→ **Activity**: Pick out the lines below that contain the string "street" and copy them all.

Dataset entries

BEGIN

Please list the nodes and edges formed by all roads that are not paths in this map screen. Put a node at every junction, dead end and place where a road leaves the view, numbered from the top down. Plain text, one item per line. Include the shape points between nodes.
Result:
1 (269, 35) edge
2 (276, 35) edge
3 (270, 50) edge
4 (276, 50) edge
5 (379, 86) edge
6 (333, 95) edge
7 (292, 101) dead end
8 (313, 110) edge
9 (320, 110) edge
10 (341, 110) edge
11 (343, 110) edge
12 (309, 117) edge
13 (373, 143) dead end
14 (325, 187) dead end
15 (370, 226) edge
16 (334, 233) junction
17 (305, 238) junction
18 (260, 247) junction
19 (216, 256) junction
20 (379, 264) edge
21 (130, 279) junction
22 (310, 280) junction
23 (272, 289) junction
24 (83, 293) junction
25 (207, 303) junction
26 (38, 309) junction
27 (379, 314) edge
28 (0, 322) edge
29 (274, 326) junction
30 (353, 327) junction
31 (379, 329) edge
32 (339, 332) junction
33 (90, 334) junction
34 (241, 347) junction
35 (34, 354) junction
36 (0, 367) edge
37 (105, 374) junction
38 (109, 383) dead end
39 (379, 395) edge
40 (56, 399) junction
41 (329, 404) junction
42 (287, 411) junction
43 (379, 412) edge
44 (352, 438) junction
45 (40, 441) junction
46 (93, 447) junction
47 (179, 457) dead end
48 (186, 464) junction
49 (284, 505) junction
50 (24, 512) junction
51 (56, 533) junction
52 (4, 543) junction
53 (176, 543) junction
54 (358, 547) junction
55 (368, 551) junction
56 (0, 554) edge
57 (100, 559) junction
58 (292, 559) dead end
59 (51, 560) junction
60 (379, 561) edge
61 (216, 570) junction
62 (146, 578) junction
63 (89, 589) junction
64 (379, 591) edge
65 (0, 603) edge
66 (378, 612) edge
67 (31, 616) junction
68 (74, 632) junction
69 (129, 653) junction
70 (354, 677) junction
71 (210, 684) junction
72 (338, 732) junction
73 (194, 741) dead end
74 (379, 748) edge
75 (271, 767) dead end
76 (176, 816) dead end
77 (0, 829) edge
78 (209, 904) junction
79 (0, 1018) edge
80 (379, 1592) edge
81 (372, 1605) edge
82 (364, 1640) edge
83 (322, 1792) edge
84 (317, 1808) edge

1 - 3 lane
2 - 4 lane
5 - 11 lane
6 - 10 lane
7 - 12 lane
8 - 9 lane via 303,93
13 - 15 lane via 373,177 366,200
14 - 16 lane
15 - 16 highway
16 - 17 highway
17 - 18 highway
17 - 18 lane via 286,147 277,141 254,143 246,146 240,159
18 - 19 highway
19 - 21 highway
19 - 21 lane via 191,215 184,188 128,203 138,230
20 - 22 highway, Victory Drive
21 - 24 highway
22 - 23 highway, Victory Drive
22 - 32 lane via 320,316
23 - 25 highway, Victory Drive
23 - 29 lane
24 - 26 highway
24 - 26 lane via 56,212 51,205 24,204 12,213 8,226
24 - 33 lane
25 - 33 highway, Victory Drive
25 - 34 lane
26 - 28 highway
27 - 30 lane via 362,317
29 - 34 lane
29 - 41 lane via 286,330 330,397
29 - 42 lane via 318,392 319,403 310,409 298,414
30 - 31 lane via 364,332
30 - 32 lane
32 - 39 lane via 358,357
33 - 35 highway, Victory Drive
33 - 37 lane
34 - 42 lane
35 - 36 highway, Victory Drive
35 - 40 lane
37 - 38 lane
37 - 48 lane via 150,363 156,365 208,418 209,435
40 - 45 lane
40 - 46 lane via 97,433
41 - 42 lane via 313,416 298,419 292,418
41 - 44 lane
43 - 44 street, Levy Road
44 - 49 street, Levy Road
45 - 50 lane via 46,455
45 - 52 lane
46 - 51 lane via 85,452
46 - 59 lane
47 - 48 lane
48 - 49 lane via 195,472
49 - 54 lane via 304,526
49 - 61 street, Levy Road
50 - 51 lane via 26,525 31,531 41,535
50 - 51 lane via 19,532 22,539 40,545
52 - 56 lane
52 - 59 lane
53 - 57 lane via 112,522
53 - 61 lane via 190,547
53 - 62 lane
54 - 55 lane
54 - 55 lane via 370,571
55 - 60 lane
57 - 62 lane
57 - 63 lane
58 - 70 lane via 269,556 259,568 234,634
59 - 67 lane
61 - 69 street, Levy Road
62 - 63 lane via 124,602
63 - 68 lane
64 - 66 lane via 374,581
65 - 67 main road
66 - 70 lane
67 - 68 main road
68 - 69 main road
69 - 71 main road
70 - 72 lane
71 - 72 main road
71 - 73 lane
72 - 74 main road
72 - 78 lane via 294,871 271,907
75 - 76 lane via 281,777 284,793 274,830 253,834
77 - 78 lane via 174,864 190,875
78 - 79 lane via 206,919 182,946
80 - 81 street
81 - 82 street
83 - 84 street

END

→ **Response area**:
43 - 44 street, Levy Road
44 - 49 street, Levy Road
49 - 61 street, Levy Road
61 - 69 street, Levy Road
80 - 81 street
81 - 82 street
83 - 84 street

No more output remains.